Appel à communication : « Anatomie du chantier urbain : construire la ville, de l’Antiquité à nos jours » (Tours, 1-3 avril 2026)

Appel à communication : « Anatomie du chantier urbain : construire la ville, de l’Antiquité à nos jours » (Tours, 1-3 avril 2026)

Société française d’histoire urbaine

Université de Tours – CeTHiS (EA 6298), Citeres (UMR 7324, équipe LAT). 26ème congrès de la SFHU. 1er, 2 et 3 avril 2026

 

Qu’ils soient ponctuels ou étalés dans le temps, localisés ou diffus, spectaculaires ou invisibles, les chantiers façonnent la ville autant qu’ils la révèlent, condensant des logiques multiples : techniques, bien sûr, mais aussi sociales, politiques, économiques, culturelles et environnementales. Le chantier a constitué un objet d’étude au cœur des renouvellements de l’histoire des techniques et de l’histoire environnementale, à l’image des congrès récents de la Société des historiens médiévistes (Shmesp) ou de l’Association francophone d’histoire de la construction (AFHC). Le 26ème congrès de la SFHU s’inscrit dans la continuité de cette dynamique scientifique en poursuivant l’analyse des chantiers depuis le champ spécifique de l’histoire urbaine. Le chantier représente ainsi, à la fois, un moment de transition pour la ville ainsi qu’un espace de cristallisation des potentialités et des dynamiques urbaines.
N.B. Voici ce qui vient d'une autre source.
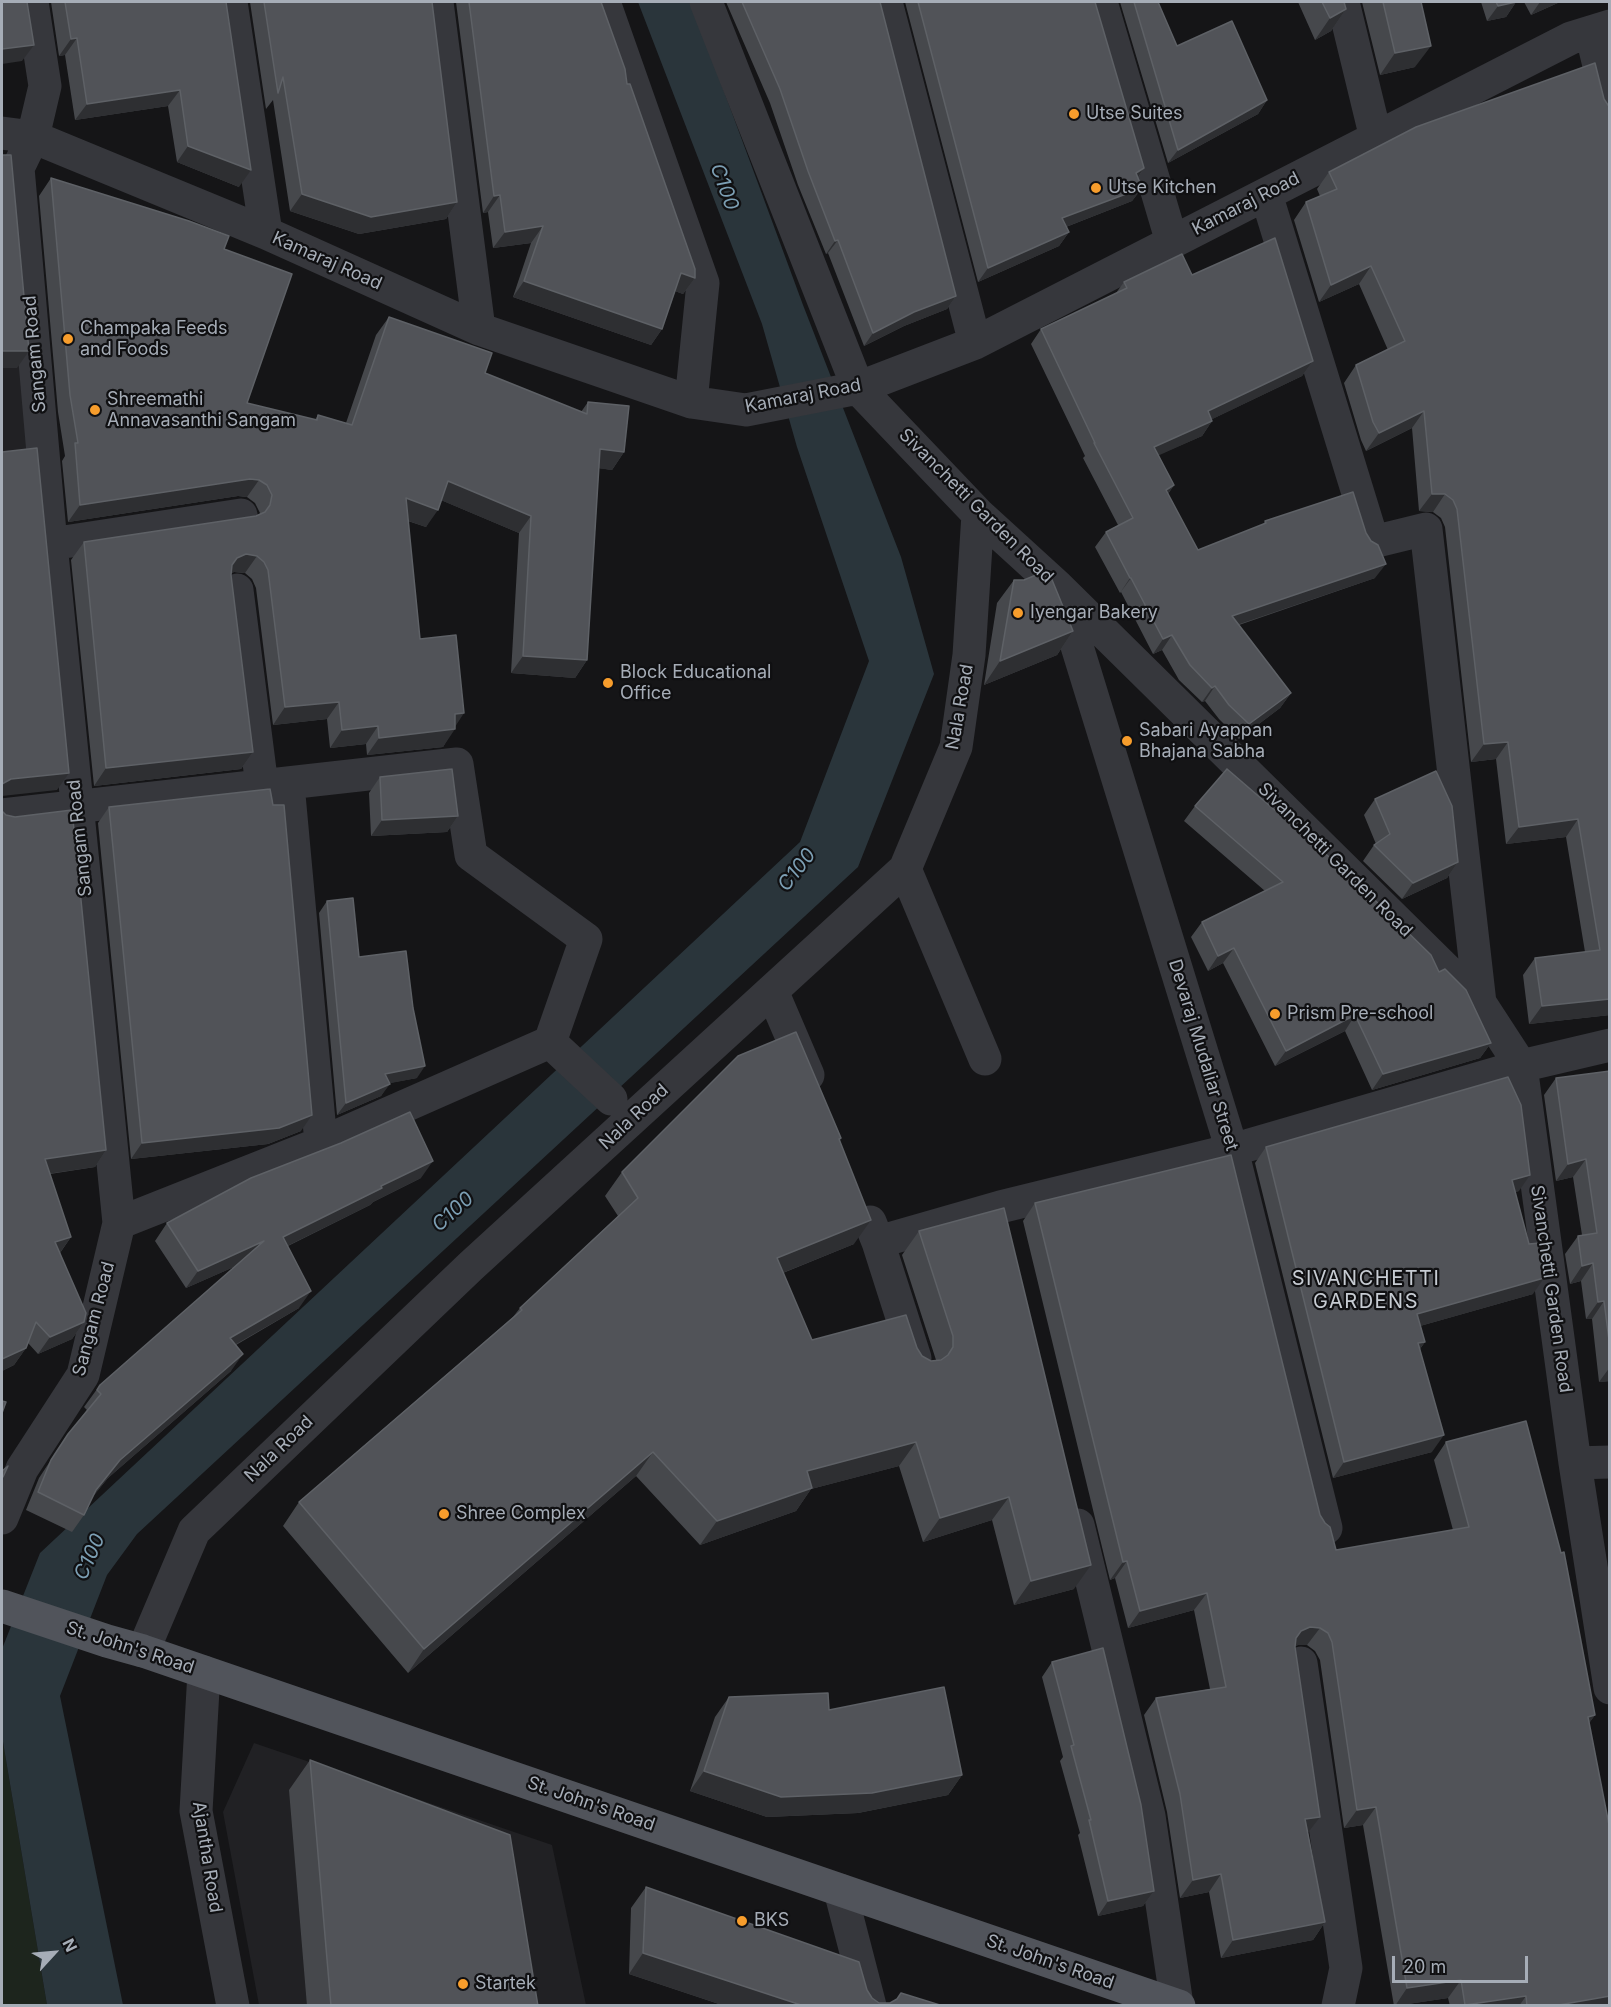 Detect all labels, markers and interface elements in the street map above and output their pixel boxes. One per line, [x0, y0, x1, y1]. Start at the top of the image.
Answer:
place label: Utse Suites [1086, 103, 1182, 125]
marker: Utse Suites [1067, 107, 1081, 121]
water label: C100 [705, 160, 743, 214]
street label: Kamaraj Road [1189, 168, 1303, 240]
place label: Utse Kitchen [1108, 177, 1217, 199]
marker: Utse Kitchen [1089, 181, 1103, 195]
street label: Kamaraj Road [269, 227, 385, 295]
street label: Sangam Road [19, 294, 51, 414]
place label: Champaka Feeds and Foods [80, 318, 227, 360]
marker: Champaka Feeds and Foods [61, 332, 75, 346]
street label: Kamaraj Road [743, 374, 863, 418]
place label: Shreemathi Annavasanthi Sangam [107, 389, 296, 432]
marker: Shreemathi Annavasanthi Sangam [88, 403, 102, 417]
street label: Sivanchetti Garden Road [894, 424, 1058, 588]
place label: Iyengar Bakery [1030, 602, 1158, 624]
marker: Iyengar Bakery [1011, 606, 1025, 620]
place label: Block Educational Office [620, 662, 771, 704]
street label: Nala Road [942, 662, 978, 752]
marker: Block Educational Office [601, 676, 615, 690]
place label: Sabari Ayappan Bhajana Sabha [1139, 720, 1273, 762]
marker: Sabari Ayappan Bhajana Sabha [1120, 734, 1134, 748]
street label: Sangam Road [63, 778, 97, 898]
street label: Sivanchetti Garden Road [1253, 778, 1417, 942]
water label: C100 [773, 844, 821, 896]
street label: Devaraj Mudaliar Street [1164, 957, 1242, 1153]
place label: Prism Pre-school [1287, 1003, 1433, 1025]
marker: Prism Pre-school [1268, 1007, 1282, 1021]
street label: Nala Road [595, 1080, 673, 1154]
street label: Sivanchetti Garden Road [1526, 1184, 1576, 1394]
water label: C100 [427, 1187, 479, 1237]
street label: Sangam Road [68, 1259, 120, 1379]
district label: SIVANCHETTI GARDENS [1292, 1267, 1440, 1314]
street label: Nala Road [240, 1411, 318, 1487]
place label: Shree Complex [456, 1503, 586, 1525]
marker: Shree Complex [437, 1507, 451, 1521]
water label: C100 [69, 1530, 111, 1584]
street label: St. John's Road [63, 1617, 197, 1679]
street label: St. John's Road [524, 1772, 658, 1836]
street label: Ajantha Road [188, 1800, 226, 1914]
place label: BKS [754, 1910, 789, 1932]
marker: BKS [735, 1914, 749, 1928]
north arrow [24, 1923, 84, 1983]
street label: St. John's Road [983, 1930, 1117, 1994]
text: N [59, 1935, 82, 1955]
scale bar [1395, 1944, 1532, 1982]
text: 20 m [1403, 1956, 1446, 1977]
place label: Startek [475, 1973, 536, 1995]
marker: Startek [456, 1977, 470, 1991]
Pourquoi s’intéresser au caractère spécifiquement urbain des chantiers ? Car au-delà du processus de construction, l’étape du chantier incarne le moment transitoire par excellence dans la fabrique de la ville, d’abord en tant que concrétisation ultime d’un projet, mais aussi comme une source de réajustements face aux contraintes techniques, financières, réglementaires ou politiques. Sa mise en place impose des adaptations du métabolisme urbain, par la gestion de l’approvisionnement en matériaux, l’évacuation des déblais et la cohabitation avec les réseaux existants. La pratique du réemploi de matériaux, en général dans la ville même où ils sont récupérés, caractérise toutes les périodes de l’histoire urbaine. La démolition, programmée ou non, en temps de paix comme en temps de guerre, génère aussi ses chantiers. Par leur intrusion dans le tissu urbain, ces derniers perturbent ou suspendent le fonctionnement ordinaire de la ville. Ils sont parfois source de nuisances, surtout lorsque des retards prolongent son impact sur le quotidien des habitant.e.s, ou encore à l’origine d’engagements citadins lorsqu’on songe aux mobilisations opposées à certains équipements métropolitains (aéroports, centres commerciaux…).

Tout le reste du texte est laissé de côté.